10 TIPS FOR FYP SUCCESS Diane W. Strommer 1) Understand Your Students (where are they coming from, where are you coming from). 2) Clarify Course Objectives (assignments, activities, quizzes are supporting elements of course goals, not goals themselves). “Content to cover” vs. “what students will achieve at the end of the process (able to understand, to do, to apply general principles, or other outcomes)”. 3) Pay particular attention to the first class (sets the tone, is the appetizer that provokes hunger or spoils appetite?). Explain course goals and then use Icebreakers (for instance, pair students to gather info about one another and then introduce them to the class). Use nametags. Pose a question like: Name 3 ways in which college will be different from high school. Skills needed to succeed in college? Share a defining event with the class (identify common experiences). 4) Establish a Climate for Learning (comfort zone to participate, build self-confidence and trust). Create base groups (4-5 students, cooperative learning). Research on learning suggests beginning a class with a brief activity to foster reflection (“What is the most important thing learned from our last class or assigned reading”). 5) Abandon the Non-Stop Lecture (active vs. passive learning). In lectures students pay attention about 50% of the time and retain about 50% of that. Traditional Discussion (professor posses a question to the whole class) is not much better (80% of the time is the professor talking). Learning as a “spectator sport”. vs. Small Group Discussion. To learn means: break new info into meaningful chunks, make connections between them and things we already know. Students need to generate their own examples of the concepts and explain them to someone else. “Faculty teach as faculty like to learn, but not as students learn best”. Abstract/Reflexive learners are only 10% of high school seniors. Variety of learning styles requires variety of teaching styles. Attention span, learning styles, lifelong learning skills need to be at the forefront of teaching strategies.
6) Involve Students with Varied Activities. Break class in small groups. Active learning: Maybe a good idea to explain to the students (who might prefer a passive lecture style): • a) Research on learning shows that students learn more when they work actively and collaboratively in groups in class. • b) Developing skills in working in groups will impact future employment. • c) Content in the group tasks will be on exams or projects. • 7) Provide opportunity for Reflection.

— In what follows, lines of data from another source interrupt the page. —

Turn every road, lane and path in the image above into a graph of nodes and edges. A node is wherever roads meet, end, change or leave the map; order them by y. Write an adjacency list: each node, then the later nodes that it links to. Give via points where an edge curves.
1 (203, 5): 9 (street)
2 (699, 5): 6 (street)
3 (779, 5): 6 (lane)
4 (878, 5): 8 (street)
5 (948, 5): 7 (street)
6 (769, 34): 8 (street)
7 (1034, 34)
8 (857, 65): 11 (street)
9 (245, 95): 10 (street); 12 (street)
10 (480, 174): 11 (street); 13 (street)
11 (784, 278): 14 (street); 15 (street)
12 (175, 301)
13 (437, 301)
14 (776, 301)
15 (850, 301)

Quality journal writing might help. • 8) Take Risks. Takes about 3 years of experience to get it right. Be aware of teachers’ fears: not adequately prepared, expose ignorance, glazed eyes and bored faces from students, ambivalence about power (grade and credentials) over their lives. • 9) Include Upper-Class Students. Student mentors are key, use them wisely, empower them, and assign them responsibilities in guiding discussions. • 10) Develop a Support Group. Steal liberally from the activities and ideas of other FYP faculty, regular meetings and communication.
Some Cognitive Principles (Joe Redish) Principle 1: Individuals build their knowledge by making connections to existing knowledge; they use this knowledge by productively creating a response to the information they receive. Corollary 1.1 . Learning is a growth, not a transfer. It takes repetition, reflection, and integration to build robust, functional knowledge. Corollary 1.2 . Building functional scientific mental models does not occur spontaneously for most students. Repeated and varied activities that help build coherence are important. Principle 2:What people construct depends on the context – including their mental states. Principle 3: It is reasonably easy to learn something that matches or extends an existing schema, but changing a well-established schema substantially is difficult. Corollary 3.1 . It's hard to learn something we don't almost already know. Corollary 3.2 . Much of our learning is done by analogy. Corollary 3.3 . “Touchstone” problems and examples are very important. Corollary: 3.4 . It is very difficult to change an established mental model.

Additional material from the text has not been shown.